Despite a startlingly minuscule population density and dead straight hill-free highways, I managed to get a speeding ticket for 77 in a 75 on a bright summer day with characteristically low traffic in rural ND*. Needless to say, I had out of state plates, unlike the 3 or 4 cars who had blown by me like I wasn't moving in the prior 10 minutes. Still, state revenue has to come from somewhere I guess.
In re * above: yes Virginia, there IS a non-rural part of ND. It even has a hotel.
The incredibly low unemployment rate is a testament to residents' hardiness, work ethic and loyalty. That and the tendency for a huge ratio of grads to bugger off for warmer and/or more cosmopolitan states the minute they enter the work force.
North Dakota had at one point in the last 20 years, and still may have for all I know, the only county in the entire country where every single private phone number was in the white pages, with no unlisted numbers at all.
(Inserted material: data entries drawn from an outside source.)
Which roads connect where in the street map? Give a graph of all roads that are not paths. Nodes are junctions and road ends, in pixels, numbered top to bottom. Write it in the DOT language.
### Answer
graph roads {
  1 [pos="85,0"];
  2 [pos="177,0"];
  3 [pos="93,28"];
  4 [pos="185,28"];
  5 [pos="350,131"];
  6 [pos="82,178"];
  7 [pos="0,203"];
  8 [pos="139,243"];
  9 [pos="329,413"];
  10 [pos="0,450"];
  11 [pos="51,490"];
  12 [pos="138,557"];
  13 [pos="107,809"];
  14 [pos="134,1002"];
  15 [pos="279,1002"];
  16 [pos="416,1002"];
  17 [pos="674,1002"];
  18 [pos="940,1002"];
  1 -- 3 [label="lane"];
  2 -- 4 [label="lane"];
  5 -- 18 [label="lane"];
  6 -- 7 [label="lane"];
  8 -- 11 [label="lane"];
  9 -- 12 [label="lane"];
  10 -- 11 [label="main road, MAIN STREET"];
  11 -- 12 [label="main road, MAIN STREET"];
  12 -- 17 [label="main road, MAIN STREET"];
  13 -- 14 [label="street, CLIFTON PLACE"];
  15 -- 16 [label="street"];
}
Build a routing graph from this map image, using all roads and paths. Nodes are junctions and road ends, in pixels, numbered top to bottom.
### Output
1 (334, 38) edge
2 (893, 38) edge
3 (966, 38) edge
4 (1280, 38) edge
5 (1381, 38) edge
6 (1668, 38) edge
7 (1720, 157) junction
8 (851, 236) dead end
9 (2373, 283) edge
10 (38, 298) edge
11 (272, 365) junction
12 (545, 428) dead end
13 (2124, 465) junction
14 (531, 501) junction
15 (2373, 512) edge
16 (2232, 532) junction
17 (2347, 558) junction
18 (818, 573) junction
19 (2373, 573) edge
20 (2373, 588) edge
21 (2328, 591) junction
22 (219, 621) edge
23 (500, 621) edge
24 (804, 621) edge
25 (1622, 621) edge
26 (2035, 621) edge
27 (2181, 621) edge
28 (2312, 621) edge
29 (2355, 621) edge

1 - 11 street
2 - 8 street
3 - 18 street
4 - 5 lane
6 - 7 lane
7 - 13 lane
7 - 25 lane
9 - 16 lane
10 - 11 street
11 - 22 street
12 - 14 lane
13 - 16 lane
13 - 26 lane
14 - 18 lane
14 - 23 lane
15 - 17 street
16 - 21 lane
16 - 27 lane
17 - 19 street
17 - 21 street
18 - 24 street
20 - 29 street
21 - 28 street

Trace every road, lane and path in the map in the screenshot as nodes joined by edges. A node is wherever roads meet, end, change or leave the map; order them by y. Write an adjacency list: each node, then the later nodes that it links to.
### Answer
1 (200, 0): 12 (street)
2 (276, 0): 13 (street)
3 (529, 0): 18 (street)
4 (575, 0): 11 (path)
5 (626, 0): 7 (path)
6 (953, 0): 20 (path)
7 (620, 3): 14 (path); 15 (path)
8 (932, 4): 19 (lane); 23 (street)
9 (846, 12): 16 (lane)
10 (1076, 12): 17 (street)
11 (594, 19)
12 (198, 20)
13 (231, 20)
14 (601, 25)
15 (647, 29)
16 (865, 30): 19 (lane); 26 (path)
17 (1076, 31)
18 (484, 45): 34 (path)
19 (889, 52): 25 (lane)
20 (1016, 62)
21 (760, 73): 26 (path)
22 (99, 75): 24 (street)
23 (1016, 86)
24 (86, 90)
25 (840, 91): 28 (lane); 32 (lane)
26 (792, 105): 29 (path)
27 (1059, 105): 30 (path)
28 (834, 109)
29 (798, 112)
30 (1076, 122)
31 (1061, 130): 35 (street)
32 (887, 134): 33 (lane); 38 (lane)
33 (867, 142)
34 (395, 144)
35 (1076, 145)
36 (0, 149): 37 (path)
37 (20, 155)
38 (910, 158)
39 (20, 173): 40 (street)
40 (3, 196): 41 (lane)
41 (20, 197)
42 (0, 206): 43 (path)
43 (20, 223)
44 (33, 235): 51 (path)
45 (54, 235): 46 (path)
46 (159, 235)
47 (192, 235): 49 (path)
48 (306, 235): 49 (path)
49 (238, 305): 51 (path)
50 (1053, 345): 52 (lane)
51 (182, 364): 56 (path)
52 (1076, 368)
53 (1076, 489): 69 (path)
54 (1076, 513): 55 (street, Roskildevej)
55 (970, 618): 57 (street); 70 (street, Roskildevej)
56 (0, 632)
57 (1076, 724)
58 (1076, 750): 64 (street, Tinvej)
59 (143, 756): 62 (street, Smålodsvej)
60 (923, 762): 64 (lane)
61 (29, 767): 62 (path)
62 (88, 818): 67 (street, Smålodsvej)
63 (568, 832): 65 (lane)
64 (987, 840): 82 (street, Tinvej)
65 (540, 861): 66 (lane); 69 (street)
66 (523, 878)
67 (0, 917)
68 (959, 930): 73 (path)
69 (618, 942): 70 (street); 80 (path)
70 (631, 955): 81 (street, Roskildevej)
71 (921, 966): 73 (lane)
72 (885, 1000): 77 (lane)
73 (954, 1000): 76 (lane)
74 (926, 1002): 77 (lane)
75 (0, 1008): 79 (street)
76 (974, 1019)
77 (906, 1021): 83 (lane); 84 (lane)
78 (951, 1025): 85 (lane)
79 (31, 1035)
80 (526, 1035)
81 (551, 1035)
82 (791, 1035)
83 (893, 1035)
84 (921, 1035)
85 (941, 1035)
Dinosaurs abound from ND's legendary fossil finds. The state boasts a real complete triceratops, a stegosaurus and Byron Dorgan.
Despite many similarities, Winterfell is not in ND, nor does the border with Manitoba feature a huge sheer wall peopled with violent celibates in black furs. No - the wall is not that big at all.
Roger Maris came from North Dakota! .....but so did Lawrence Welk.
They had a serious initiative in 1989 that went to the point of a legislative vote to change their name, in a Greenlandesque marketing move, to just "Dakota". It failed. No-one knows why.